Newsletter 1: Thoughts on Fun From a London Starbucks
Thoughts on comedy, reflections on clown school, and making a new show.
I’m sitting in a Starbucks in Queen’s Park, London, working on my new show called, Spills. I want to be able to tell you more about this show, this clown-like cabaret, musical stand-up solo hour. I want to, I really do. But, I’m not quite sure how yet. I’ve been staring at a Google doc titled “Spills, Draft 1.5” for 3 hours, whispering ideas out loud just to see how they sound when voiced, and typing various possible outlines. I say draft 1.5 to soften the fact that it is still very much a draft 1, just a draft 1 I’ve been staring at for so long that I gave it that “.5” to spice things up.
I’m in England to perform this new show as a work in progress in two weeks while on a break from theatre/clown school in France.
I do probably deserve a little bit of judgment for being surrounded by hip coffee places and choosing Starbucks, but hey, I know what I like and I am who I am. The barista’s name is Eddie and he is very sweet, plus, wrote “have a nice day” with a smiley face on my cup. Basically, this is my home now.
I just finished term 2 at the École Philippe Gaulier in France. We ended with three weeks of studying and performing Bouffon. Bouffons are the people kicked out of society who come back to mock the people who cast them out. Bouffons are smart. They are delicate. They make the people they are making fun of, laugh. They make fun of the audience while knowing the audience has the power to kick them out whenever they want if the Bouffon doesn’t strike that delicate tone. If you can do that, you are brilliant.
It’s been one of my favorite sections of school here so far. I just love being on stage in this way. I love being able to be nasty and find complete pleasure in mocking. To have a place on stage where I’m allowed and free to process the Bouffons of my life by becoming them. Being on stage is my favorite place in the world.
I’ve been thinking about the phrase “making fun of something”. When you dissect that idea, and actually imagine the visual act of making fun, or creating fun, out of something or someone, is that not the highest compliment of all? To truly create fun, out of the things and people in your life?
I hate the idea that “some things should not be joked about” — as if joking is a form of disrespect. When actually, I think finding the fun in something delicate is one of the highest forms of respect.
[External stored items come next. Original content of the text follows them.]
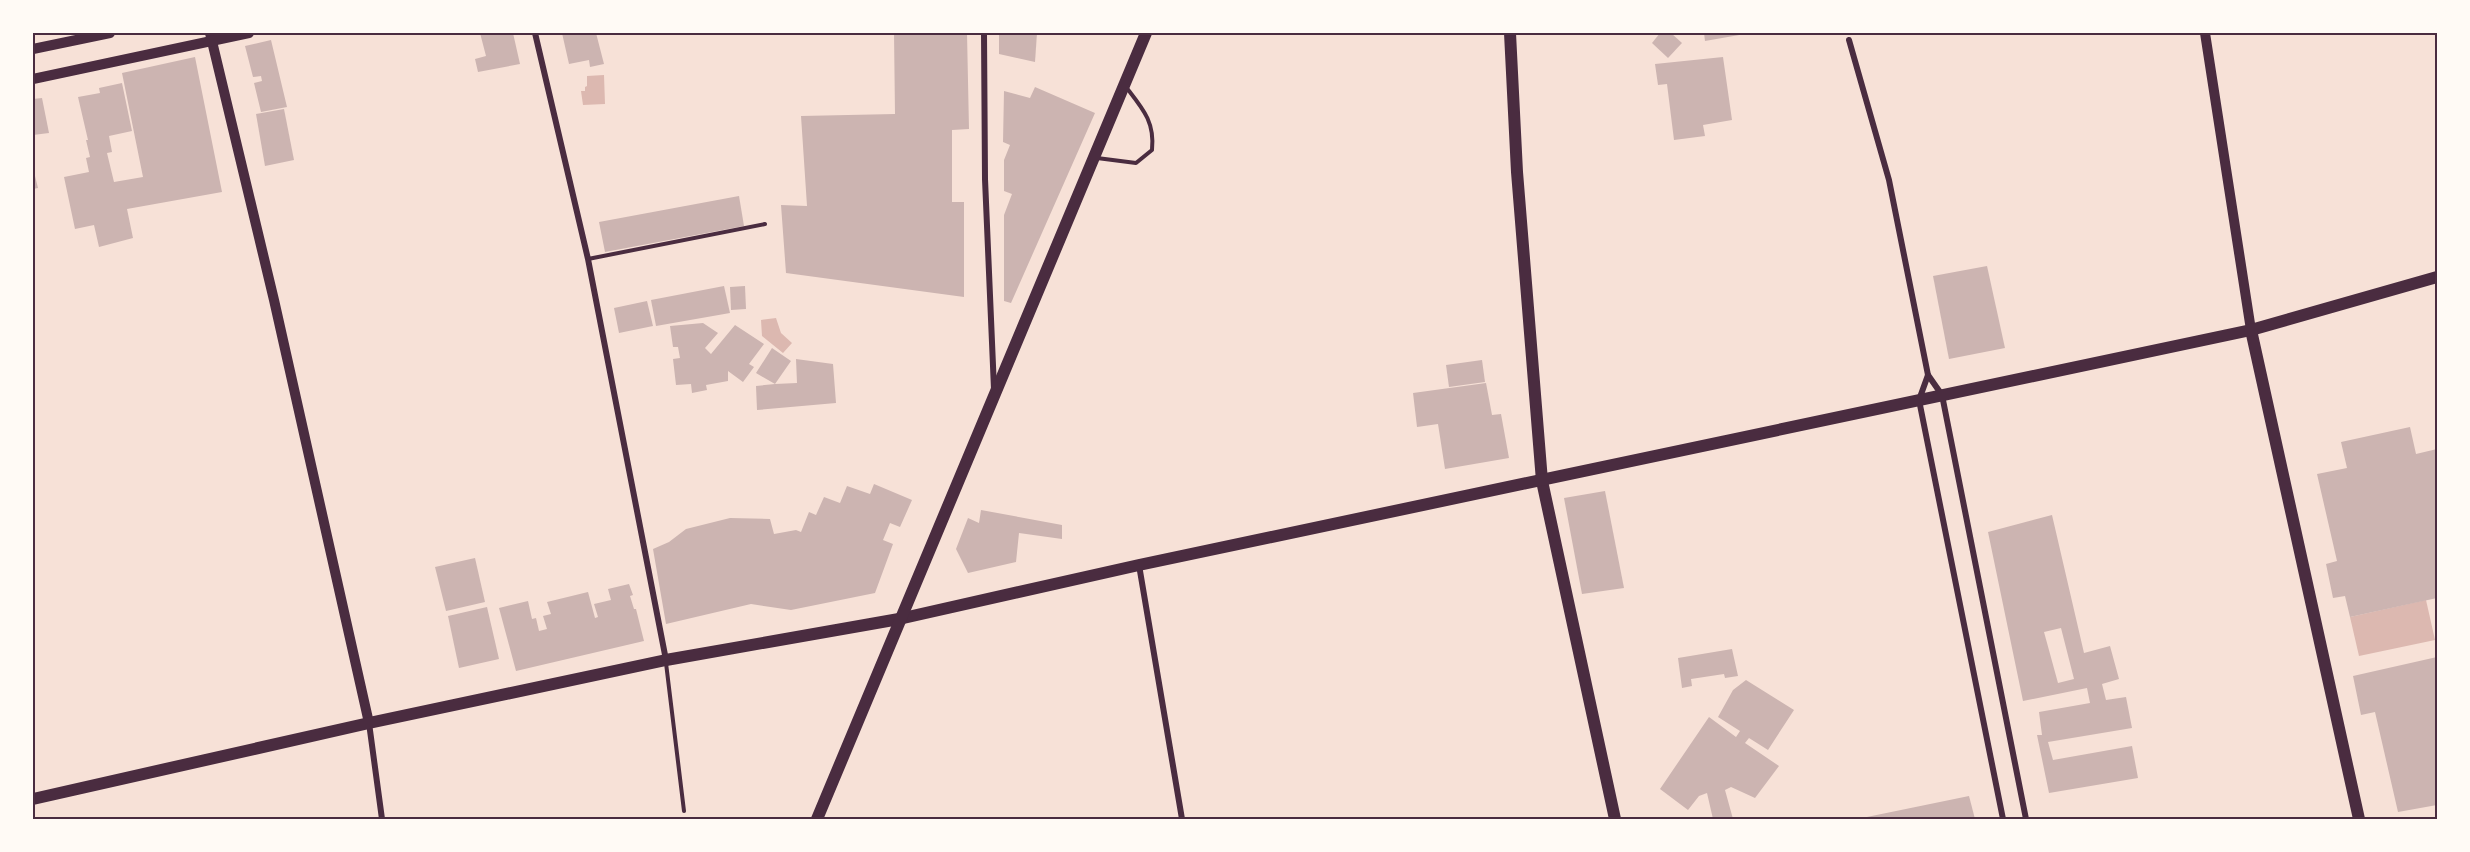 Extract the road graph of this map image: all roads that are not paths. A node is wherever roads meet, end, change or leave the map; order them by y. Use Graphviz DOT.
graph roads {
  1 [pos="110,33"];
  2 [pos="249,33"];
  3 [pos="535,33"];
  4 [pos="984,33"];
  5 [pos="1146,33"];
  6 [pos="1510,33"];
  7 [pos="2205,33"];
  8 [pos="211,37"];
  9 [pos="1849,40"];
  10 [pos="33,49"];
  11 [pos="33,79"];
  12 [pos="1124,84"];
  13 [pos="1093,157"];
  14 [pos="765,224"];
  15 [pos="588,259"];
  16 [pos="2437,277"];
  17 [pos="2251,330"];
  18 [pos="1928,375"];
  19 [pos="994,393"];
  20 [pos="1942,395"];
  21 [pos="1919,400"];
  22 [pos="1542,481"];
  23 [pos="1139,565"];
  24 [pos="899,619"];
  25 [pos="666,660"];
  26 [pos="369,723"];
  27 [pos="33,799"];
  28 [pos="684,811"];
  29 [pos="382,819"];
  30 [pos="817,819"];
  31 [pos="1182,819"];
  32 [pos="1615,819"];
  33 [pos="2003,819"];
  34 [pos="2026,819"];
  35 [pos="2359,819"];
  1 -- 10 [label="street"];
  2 -- 8 [label="street"];
  3 -- 15 [label="street"];
  4 -- 19 [label="street"];
  5 -- 12 [label="main road"];
  6 -- 22 [label="main road"];
  7 -- 17 [label="street"];
  8 -- 11 [label="street"];
  8 -- 26 [label="street"];
  9 -- 18 [label="street"];
  12 -- 13 [label="main road"];
  12 -- 13 [label="lane"];
  13 -- 19 [label="main road"];
  14 -- 15 [label="lane"];
  15 -- 25 [label="street"];
  16 -- 17 [label="main road"];
  17 -- 20 [label="main road"];
  17 -- 35 [label="main road"];
  18 -- 20 [label="street"];
  18 -- 21 [label="street"];
  19 -- 24 [label="main road"];
  20 -- 21 [label="main road"];
  20 -- 34 [label="street"];
  21 -- 22 [label="main road"];
  21 -- 33 [label="street"];
  22 -- 23 [label="main road"];
  22 -- 32 [label="main road"];
  23 -- 24 [label="main road"];
  23 -- 31 [label="street"];
  24 -- 25 [label="main road"];
  24 -- 30 [label="main road"];
  25 -- 26 [label="main road"];
  25 -- 28 [label="lane"];
  26 -- 27 [label="main road"];
  26 -- 29 [label="street"];
} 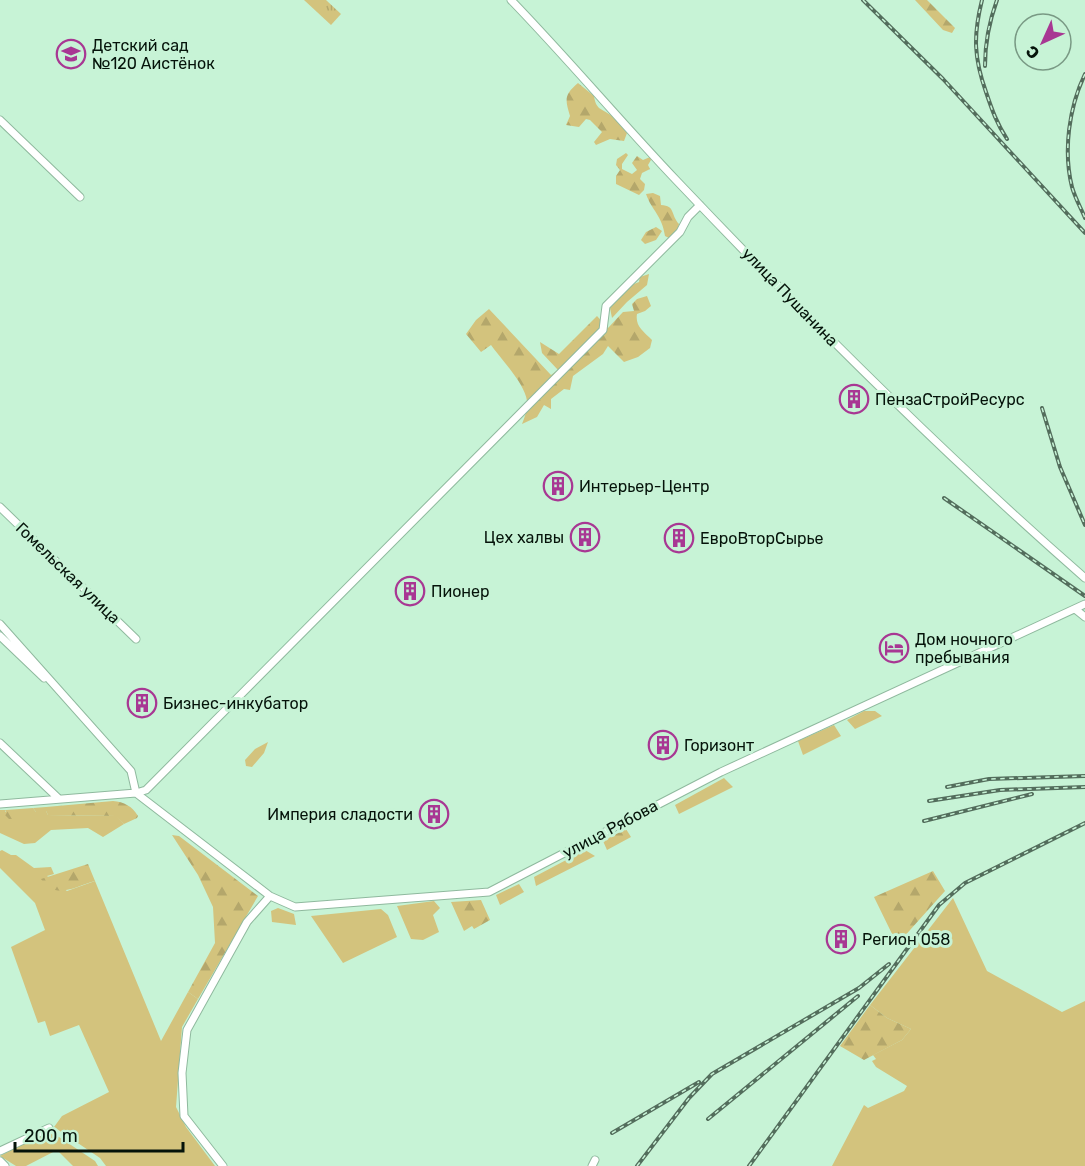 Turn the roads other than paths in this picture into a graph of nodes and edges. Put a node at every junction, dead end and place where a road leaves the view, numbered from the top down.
1 (511, 0) edge
2 (0, 120) edge
3 (80, 196) dead end
4 (700, 205) junction
5 (0, 507) edge
6 (1085, 578) edge
7 (1085, 604) edge
8 (1075, 609) junction
9 (1085, 616) edge
10 (0, 624) edge
11 (0, 636) edge
12 (136, 639) dead end
13 (64, 696) junction
14 (0, 743) edge
15 (136, 793) junction
16 (58, 798) junction
17 (0, 804) edge
18 (270, 896) junction
19 (49, 1128) dead end
20 (0, 1151) edge
21 (0, 1161) edge
22 (4, 1166) edge
23 (223, 1166) edge

1 - 4 street, улица Пушанина
2 - 3 street
4 - 6 street, улица Пушанина
4 - 15 street
5 - 12 street, Гомельская улица
7 - 8 street, улица Рябова
8 - 9 street
8 - 18 street, улица Рябова
10 - 13 street
11 - 13 street
13 - 15 street
14 - 16 street
15 - 16 street
15 - 18 street, улица Рябова
16 - 17 street
18 - 23 street
19 - 20 street
21 - 22 street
When people laugh at the things that I’m insecure about in myself, it helps me be a little more secure with them, because at least I know fun lives in them, too.
I think the line between “making fun of” and “being mean” lies far more in the spirit of the joke than the joke itself.
I’ve said the phrase to my dad many times, “daddy, making fun of you is my love language”. He’s the funniest person in the world. Almost everything that comes out of his mouth makes me laugh, and stopping to mimic him or joke at him is a representation only of the fun that is to be made by his beautifully, wonderfully, absurd way of existing.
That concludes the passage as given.